Stored data:
* * *
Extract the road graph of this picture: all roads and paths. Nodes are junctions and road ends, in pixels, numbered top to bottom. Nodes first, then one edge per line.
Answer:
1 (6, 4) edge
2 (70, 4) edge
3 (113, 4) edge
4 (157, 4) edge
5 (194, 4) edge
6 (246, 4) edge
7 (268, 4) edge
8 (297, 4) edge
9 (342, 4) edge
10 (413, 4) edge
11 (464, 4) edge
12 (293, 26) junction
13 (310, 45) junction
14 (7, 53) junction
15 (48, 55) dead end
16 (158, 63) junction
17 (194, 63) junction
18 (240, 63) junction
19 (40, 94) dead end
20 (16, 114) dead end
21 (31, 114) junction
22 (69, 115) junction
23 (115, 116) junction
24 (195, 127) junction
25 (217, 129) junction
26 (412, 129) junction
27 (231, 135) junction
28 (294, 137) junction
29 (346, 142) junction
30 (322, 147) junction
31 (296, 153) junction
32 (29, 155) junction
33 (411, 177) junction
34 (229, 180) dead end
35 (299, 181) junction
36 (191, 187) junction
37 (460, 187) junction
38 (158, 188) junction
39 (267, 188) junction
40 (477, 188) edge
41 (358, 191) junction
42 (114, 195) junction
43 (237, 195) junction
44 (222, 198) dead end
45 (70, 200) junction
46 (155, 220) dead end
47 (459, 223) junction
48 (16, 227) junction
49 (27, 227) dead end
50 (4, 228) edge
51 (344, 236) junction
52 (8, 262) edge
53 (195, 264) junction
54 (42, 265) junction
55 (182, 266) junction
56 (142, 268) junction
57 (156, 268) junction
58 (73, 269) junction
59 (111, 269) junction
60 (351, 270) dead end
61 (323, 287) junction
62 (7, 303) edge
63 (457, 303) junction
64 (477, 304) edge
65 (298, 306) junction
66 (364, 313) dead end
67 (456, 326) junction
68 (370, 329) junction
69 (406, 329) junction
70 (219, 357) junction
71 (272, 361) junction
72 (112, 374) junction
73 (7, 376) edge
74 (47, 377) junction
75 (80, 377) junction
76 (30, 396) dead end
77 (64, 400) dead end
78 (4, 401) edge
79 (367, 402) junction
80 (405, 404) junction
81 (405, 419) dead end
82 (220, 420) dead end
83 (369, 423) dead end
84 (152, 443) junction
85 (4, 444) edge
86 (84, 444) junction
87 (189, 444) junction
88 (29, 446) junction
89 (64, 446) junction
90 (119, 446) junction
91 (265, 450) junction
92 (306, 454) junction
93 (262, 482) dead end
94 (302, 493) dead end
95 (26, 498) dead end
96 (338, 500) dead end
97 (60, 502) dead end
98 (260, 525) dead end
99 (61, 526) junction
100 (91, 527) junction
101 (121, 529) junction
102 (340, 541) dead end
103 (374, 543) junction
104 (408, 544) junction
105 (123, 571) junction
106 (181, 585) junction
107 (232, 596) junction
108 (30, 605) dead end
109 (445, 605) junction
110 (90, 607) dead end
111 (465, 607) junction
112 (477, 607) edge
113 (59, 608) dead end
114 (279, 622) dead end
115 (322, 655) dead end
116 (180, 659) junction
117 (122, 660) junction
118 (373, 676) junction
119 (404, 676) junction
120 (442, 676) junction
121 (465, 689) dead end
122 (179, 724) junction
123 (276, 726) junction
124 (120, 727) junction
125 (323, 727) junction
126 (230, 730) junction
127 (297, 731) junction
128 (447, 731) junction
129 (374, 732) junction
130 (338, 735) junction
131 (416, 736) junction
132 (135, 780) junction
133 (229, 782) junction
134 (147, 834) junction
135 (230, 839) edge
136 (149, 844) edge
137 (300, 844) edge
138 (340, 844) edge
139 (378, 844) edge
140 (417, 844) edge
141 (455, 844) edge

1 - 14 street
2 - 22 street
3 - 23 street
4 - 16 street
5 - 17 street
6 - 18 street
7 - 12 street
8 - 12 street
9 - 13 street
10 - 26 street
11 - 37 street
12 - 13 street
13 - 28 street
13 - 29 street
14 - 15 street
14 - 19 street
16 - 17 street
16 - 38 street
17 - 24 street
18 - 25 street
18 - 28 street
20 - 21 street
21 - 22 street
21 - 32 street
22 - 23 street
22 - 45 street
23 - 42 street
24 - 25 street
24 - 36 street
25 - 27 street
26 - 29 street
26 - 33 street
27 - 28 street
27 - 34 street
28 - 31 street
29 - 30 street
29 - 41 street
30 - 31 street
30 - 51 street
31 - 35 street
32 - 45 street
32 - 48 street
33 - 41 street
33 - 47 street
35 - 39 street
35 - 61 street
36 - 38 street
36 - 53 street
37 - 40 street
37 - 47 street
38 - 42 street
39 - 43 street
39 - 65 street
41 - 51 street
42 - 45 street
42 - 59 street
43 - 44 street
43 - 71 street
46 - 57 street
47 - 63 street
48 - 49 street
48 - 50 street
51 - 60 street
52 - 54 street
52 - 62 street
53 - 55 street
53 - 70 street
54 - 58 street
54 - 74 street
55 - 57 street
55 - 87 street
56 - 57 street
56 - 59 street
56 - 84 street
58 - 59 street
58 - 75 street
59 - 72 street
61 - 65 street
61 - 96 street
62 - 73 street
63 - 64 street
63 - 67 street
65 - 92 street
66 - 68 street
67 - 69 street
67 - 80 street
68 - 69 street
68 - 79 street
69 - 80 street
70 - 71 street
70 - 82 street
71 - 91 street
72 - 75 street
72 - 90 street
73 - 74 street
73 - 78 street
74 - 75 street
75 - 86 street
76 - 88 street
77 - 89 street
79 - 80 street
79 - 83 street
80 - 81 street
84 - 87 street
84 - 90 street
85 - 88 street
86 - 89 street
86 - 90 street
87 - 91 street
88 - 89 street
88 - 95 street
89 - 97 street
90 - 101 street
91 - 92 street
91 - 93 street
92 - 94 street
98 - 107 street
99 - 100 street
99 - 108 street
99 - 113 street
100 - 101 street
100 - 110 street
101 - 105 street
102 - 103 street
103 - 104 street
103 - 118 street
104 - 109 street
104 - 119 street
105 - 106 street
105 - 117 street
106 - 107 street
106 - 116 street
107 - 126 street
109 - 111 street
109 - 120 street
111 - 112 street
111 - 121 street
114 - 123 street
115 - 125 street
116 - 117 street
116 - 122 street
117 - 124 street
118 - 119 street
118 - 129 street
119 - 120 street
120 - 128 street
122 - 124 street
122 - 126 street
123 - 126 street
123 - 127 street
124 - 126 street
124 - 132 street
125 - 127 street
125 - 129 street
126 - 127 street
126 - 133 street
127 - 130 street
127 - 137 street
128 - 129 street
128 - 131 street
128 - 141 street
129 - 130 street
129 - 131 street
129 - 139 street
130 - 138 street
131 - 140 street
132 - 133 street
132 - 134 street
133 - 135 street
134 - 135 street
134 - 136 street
* * *
Task statement:
A word-for-word transcription of the data above is required.

Answer to the problem:
Extract the road graph of this picture: all roads and paths. Nodes are junctions and road ends, in pixels, numbered top to bottom. Nodes first, then one edge per line.
Answer:
1 (6, 4) edge
2 (70, 4) edge
3 (113, 4) edge
4 (157, 4) edge
5 (194, 4) edge
6 (246, 4) edge
7 (268, 4) edge
8 (297, 4) edge
9 (342, 4) edge
10 (413, 4) edge
11 (464, 4) edge
12 (293, 26) junction
13 (310, 45) junction
14 (7, 53) junction
15 (48, 55) dead end
16 (158, 63) junction
17 (194, 63) junction
18 (240, 63) junction
19 (40, 94) dead end
20 (16, 114) dead end
21 (31, 114) junction
22 (69, 115) junction
23 (115, 116) junction
24 (195, 127) junction
25 (217, 129) junction
26 (412, 129) junction
27 (231, 135) junction
28 (294, 137) junction
29 (346, 142) junction
30 (322, 147) junction
31 (296, 153) junction
32 (29, 155) junction
33 (411, 177) junction
34 (229, 180) dead end
35 (299, 181) junction
36 (191, 187) junction
37 (460, 187) junction
38 (158, 188) junction
39 (267, 188) junction
40 (477, 188) edge
41 (358, 191) junction
42 (114, 195) junction
43 (237, 195) junction
44 (222, 198) dead end
45 (70, 200) junction
46 (155, 220) dead end
47 (459, 223) junction
48 (16, 227) junction
49 (27, 227) dead end
50 (4, 228) edge
51 (344, 236) junction
52 (8, 262) edge
53 (195, 264) junction
54 (42, 265) junction
55 (182, 266) junction
56 (142, 268) junction
57 (156, 268) junction
58 (73, 269) junction
59 (111, 269) junction
60 (351, 270) dead end
61 (323, 287) junction
62 (7, 303) edge
63 (457, 303) junction
64 (477, 304) edge
65 (298, 306) junction
66 (364, 313) dead end
67 (456, 326) junction
68 (370, 329) junction
69 (406, 329) junction
70 (219, 357) junction
71 (272, 361) junction
72 (112, 374) junction
73 (7, 376) edge
74 (47, 377) junction
75 (80, 377) junction
76 (30, 396) dead end
77 (64, 400) dead end
78 (4, 401) edge
79 (367, 402) junction
80 (405, 404) junction
81 (405, 419) dead end
82 (220, 420) dead end
83 (369, 423) dead end
84 (152, 443) junction
85 (4, 444) edge
86 (84, 444) junction
87 (189, 444) junction
88 (29, 446) junction
89 (64, 446) junction
90 (119, 446) junction
91 (265, 450) junction
92 (306, 454) junction
93 (262, 482) dead end
94 (302, 493) dead end
95 (26, 498) dead end
96 (338, 500) dead end
97 (60, 502) dead end
98 (260, 525) dead end
99 (61, 526) junction
100 (91, 527) junction
101 (121, 529) junction
102 (340, 541) dead end
103 (374, 543) junction
104 (408, 544) junction
105 (123, 571) junction
106 (181, 585) junction
107 (232, 596) junction
108 (30, 605) dead end
109 (445, 605) junction
110 (90, 607) dead end
111 (465, 607) junction
112 (477, 607) edge
113 (59, 608) dead end
114 (279, 622) dead end
115 (322, 655) dead end
116 (180, 659) junction
117 (122, 660) junction
118 (373, 676) junction
119 (404, 676) junction
120 (442, 676) junction
121 (465, 689) dead end
122 (179, 724) junction
123 (276, 726) junction
124 (120, 727) junction
125 (323, 727) junction
126 (230, 730) junction
127 (297, 731) junction
128 (447, 731) junction
129 (374, 732) junction
130 (338, 735) junction
131 (416, 736) junction
132 (135, 780) junction
133 (229, 782) junction
134 (147, 834) junction
135 (230, 839) edge
136 (149, 844) edge
137 (300, 844) edge
138 (340, 844) edge
139 (378, 844) edge
140 (417, 844) edge
141 (455, 844) edge

1 - 14 street
2 - 22 street
3 - 23 street
4 - 16 street
5 - 17 street
6 - 18 street
7 - 12 street
8 - 12 street
9 - 13 street
10 - 26 street
11 - 37 street
12 - 13 street
13 - 28 street
13 - 29 street
14 - 15 street
14 - 19 street
16 - 17 street
16 - 38 street
17 - 24 street
18 - 25 street
18 - 28 street
20 - 21 street
21 - 22 street
21 - 32 street
22 - 23 street
22 - 45 street
23 - 42 street
24 - 25 street
24 - 36 street
25 - 27 street
26 - 29 street
26 - 33 street
27 - 28 street
27 - 34 street
28 - 31 street
29 - 30 street
29 - 41 street
30 - 31 street
30 - 51 street
31 - 35 street
32 - 45 street
32 - 48 street
33 - 41 street
33 - 47 street
35 - 39 street
35 - 61 street
36 - 38 street
36 - 53 street
37 - 40 street
37 - 47 street
38 - 42 street
39 - 43 street
39 - 65 street
41 - 51 street
42 - 45 street
42 - 59 street
43 - 44 street
43 - 71 street
46 - 57 street
47 - 63 street
48 - 49 street
48 - 50 street
51 - 60 street
52 - 54 street
52 - 62 street
53 - 55 street
53 - 70 street
54 - 58 street
54 - 74 street
55 - 57 street
55 - 87 street
56 - 57 street
56 - 59 street
56 - 84 street
58 - 59 street
58 - 75 street
59 - 72 street
61 - 65 street
61 - 96 street
62 - 73 street
63 - 64 street
63 - 67 street
65 - 92 street
66 - 68 street
67 - 69 street
67 - 80 street
68 - 69 street
68 - 79 street
69 - 80 street
70 - 71 street
70 - 82 street
71 - 91 street
72 - 75 street
72 - 90 street
73 - 74 street
73 - 78 street
74 - 75 street
75 - 86 street
76 - 88 street
77 - 89 street
79 - 80 street
79 - 83 street
80 - 81 street
84 - 87 street
84 - 90 street
85 - 88 street
86 - 89 street
86 - 90 street
87 - 91 street
88 - 89 street
88 - 95 street
89 - 97 street
90 - 101 street
91 - 92 street
91 - 93 street
92 - 94 street
98 - 107 street
99 - 100 street
99 - 108 street
99 - 113 street
100 - 101 street
100 - 110 street
101 - 105 street
102 - 103 street
103 - 104 street
103 - 118 street
104 - 109 street
104 - 119 street
105 - 106 street
105 - 117 street
106 - 107 street
106 - 116 street
107 - 126 street
109 - 111 street
109 - 120 street
111 - 112 street
111 - 121 street
114 - 123 street
115 - 125 street
116 - 117 street
116 - 122 street
117 - 124 street
118 - 119 street
118 - 129 street
119 - 120 street
120 - 128 street
122 - 124 street
122 - 126 street
123 - 126 street
123 - 127 street
124 - 126 street
124 - 132 street
125 - 127 street
125 - 129 street
126 - 127 street
126 - 133 street
127 - 130 street
127 - 137 street
128 - 129 street
128 - 131 street
128 - 141 street
129 - 130 street
129 - 131 street
129 - 139 street
130 - 138 street
131 - 140 street
132 - 133 street
132 - 134 street
133 - 135 street
134 - 135 street
134 - 136 street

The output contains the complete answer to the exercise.